# Exercise
Where a line in the records below includes "other", pull that line out.

[Input data — start]

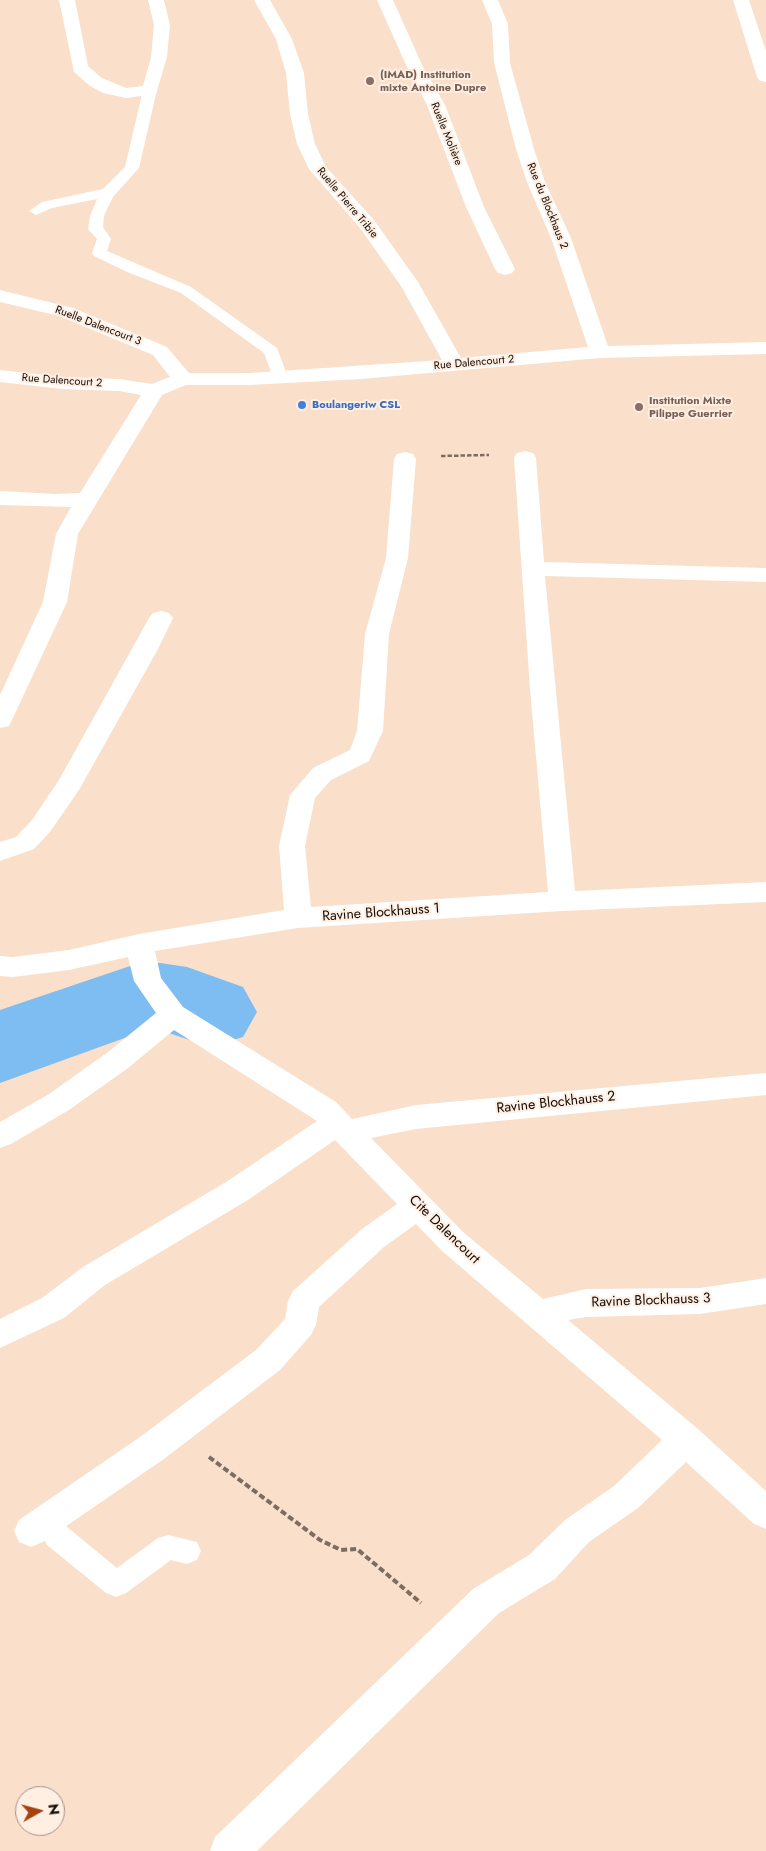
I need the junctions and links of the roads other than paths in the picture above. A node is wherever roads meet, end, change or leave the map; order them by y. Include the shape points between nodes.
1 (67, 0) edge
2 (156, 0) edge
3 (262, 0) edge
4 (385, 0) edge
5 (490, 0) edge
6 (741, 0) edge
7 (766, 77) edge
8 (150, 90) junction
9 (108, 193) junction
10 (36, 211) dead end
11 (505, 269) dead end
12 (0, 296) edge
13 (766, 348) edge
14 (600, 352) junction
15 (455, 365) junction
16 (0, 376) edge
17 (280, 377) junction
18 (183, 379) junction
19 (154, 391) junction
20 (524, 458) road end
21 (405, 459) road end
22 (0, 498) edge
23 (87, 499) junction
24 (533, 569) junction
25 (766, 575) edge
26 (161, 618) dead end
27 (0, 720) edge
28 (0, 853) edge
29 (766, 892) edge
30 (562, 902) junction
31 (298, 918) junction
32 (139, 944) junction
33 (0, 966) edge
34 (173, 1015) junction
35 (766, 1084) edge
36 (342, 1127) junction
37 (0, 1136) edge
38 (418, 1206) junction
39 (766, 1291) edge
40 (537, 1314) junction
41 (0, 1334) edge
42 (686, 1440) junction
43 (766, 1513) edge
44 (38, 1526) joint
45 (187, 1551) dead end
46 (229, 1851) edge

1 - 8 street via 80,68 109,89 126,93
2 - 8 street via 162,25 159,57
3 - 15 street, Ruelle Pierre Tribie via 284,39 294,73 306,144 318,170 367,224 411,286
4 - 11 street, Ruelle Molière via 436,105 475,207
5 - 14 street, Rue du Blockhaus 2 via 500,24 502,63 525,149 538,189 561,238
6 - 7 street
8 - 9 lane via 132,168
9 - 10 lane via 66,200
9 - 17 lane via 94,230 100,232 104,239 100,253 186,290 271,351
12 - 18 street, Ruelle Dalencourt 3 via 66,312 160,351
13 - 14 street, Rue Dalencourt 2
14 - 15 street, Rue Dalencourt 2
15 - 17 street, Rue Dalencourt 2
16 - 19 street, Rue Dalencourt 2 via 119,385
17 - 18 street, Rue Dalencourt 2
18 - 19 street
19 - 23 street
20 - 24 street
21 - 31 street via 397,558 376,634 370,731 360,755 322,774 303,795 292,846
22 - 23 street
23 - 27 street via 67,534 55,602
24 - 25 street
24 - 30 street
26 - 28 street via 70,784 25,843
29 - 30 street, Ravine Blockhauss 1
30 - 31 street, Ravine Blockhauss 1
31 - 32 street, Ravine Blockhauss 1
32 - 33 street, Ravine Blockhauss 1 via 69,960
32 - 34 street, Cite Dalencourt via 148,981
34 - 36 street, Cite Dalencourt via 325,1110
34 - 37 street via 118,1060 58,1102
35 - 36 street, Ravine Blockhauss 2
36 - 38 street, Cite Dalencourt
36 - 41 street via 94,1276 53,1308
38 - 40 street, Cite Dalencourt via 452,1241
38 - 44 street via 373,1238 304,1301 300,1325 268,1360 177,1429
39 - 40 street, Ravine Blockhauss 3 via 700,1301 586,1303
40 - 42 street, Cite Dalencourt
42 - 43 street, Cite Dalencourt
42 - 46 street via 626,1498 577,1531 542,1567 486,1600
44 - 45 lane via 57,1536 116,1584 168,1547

[Input data — finish]
[Input data — start]

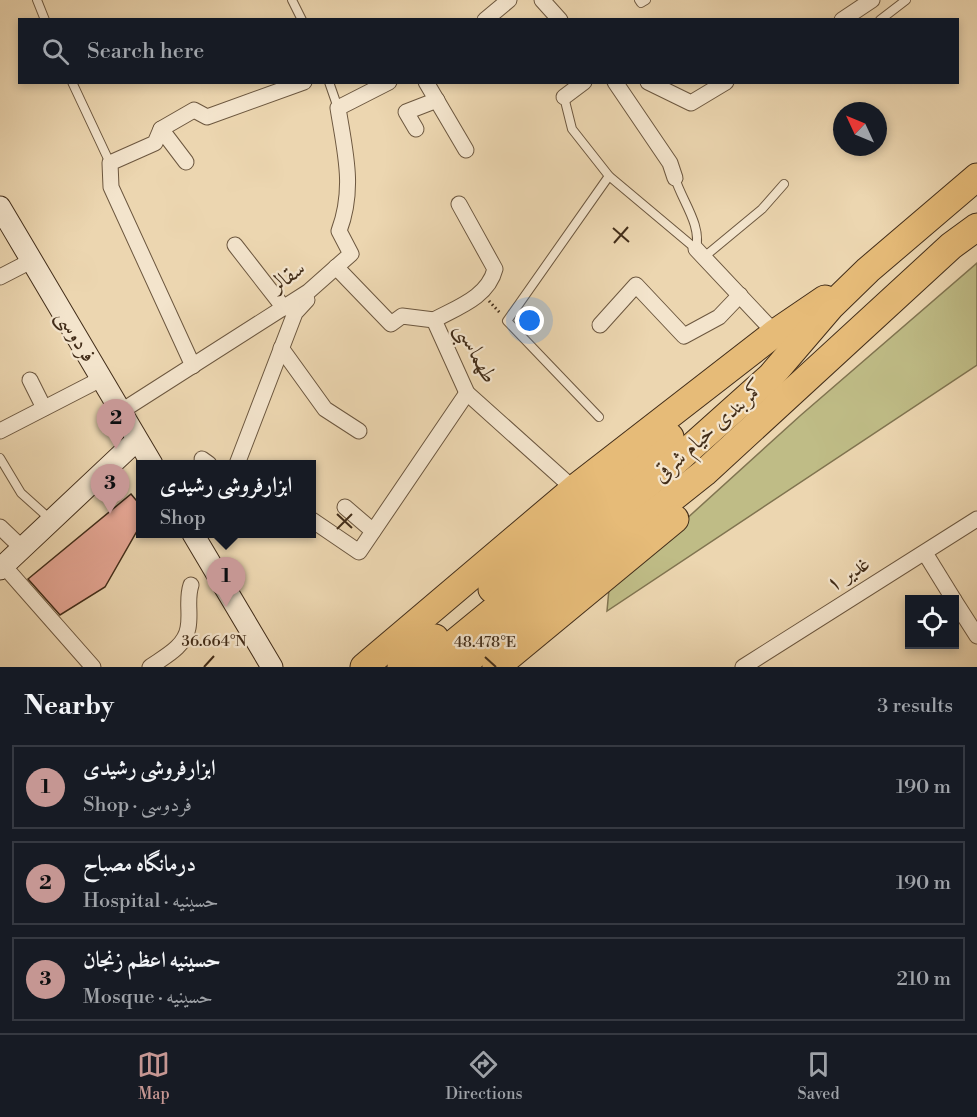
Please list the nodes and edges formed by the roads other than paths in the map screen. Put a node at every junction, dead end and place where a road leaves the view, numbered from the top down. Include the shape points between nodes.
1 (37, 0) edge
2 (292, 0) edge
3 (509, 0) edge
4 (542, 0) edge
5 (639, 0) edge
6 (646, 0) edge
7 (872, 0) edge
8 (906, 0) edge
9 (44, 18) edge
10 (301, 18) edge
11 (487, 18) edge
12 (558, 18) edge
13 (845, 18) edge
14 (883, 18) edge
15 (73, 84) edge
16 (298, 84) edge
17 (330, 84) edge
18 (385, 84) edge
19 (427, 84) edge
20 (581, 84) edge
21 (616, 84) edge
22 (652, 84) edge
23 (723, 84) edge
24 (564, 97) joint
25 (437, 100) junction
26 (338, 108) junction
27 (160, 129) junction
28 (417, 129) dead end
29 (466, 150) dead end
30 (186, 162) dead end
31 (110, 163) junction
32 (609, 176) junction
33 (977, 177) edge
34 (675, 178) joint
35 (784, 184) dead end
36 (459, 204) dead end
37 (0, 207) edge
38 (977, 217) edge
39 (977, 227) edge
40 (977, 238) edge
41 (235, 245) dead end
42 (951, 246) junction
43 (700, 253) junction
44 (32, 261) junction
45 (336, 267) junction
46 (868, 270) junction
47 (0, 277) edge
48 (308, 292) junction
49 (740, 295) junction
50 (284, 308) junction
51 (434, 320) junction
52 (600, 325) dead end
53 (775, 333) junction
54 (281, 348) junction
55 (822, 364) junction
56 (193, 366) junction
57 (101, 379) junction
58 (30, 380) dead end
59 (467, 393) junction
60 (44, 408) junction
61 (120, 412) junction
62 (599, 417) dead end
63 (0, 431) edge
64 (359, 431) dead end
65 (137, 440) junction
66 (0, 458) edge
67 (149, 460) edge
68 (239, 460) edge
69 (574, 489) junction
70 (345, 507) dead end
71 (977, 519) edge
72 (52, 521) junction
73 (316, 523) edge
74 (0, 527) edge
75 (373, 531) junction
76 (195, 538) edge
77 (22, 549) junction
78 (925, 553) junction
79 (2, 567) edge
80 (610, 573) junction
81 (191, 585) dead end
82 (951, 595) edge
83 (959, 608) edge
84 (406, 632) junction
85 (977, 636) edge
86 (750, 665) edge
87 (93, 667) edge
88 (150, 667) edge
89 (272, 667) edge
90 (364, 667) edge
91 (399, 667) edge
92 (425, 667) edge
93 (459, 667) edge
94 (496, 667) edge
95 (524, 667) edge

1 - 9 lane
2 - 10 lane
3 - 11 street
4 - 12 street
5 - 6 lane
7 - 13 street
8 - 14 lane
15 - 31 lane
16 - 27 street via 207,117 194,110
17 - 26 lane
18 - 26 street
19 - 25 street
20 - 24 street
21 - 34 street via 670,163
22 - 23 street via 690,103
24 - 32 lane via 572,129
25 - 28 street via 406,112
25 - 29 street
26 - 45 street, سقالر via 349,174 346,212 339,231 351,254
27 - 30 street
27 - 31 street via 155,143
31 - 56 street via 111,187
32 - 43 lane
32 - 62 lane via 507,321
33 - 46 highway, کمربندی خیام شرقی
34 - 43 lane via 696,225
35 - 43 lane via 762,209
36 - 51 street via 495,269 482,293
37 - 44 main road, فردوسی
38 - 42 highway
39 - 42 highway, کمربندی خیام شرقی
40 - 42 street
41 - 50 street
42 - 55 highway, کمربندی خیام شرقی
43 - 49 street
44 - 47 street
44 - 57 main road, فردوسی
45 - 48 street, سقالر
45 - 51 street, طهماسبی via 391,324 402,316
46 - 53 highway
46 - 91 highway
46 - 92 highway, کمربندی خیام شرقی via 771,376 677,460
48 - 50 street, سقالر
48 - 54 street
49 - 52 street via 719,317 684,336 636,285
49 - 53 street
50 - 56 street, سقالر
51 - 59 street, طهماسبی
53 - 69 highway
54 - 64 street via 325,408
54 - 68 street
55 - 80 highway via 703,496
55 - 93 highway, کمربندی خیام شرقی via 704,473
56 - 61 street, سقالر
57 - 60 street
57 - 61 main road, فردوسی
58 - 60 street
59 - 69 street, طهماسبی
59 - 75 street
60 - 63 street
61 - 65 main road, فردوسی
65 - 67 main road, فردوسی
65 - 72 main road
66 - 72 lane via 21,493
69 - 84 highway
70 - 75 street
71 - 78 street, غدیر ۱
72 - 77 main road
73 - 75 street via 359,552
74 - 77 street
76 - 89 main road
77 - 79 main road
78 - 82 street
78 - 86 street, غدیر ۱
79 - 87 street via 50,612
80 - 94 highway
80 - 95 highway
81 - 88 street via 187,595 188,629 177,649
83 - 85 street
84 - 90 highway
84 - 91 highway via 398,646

[Input data — finish]

# Answer space
I need the junctions and links of the roads other than paths in the picture above. A node is wherever roads meet, end, change or leave the map; order them by y. Include the shape points between nodes.
Please list the nodes and edges formed by the roads other than paths in the map screen. Put a node at every junction, dead end and place where a road leaves the view, numbered from the top down. Include the shape points between nodes.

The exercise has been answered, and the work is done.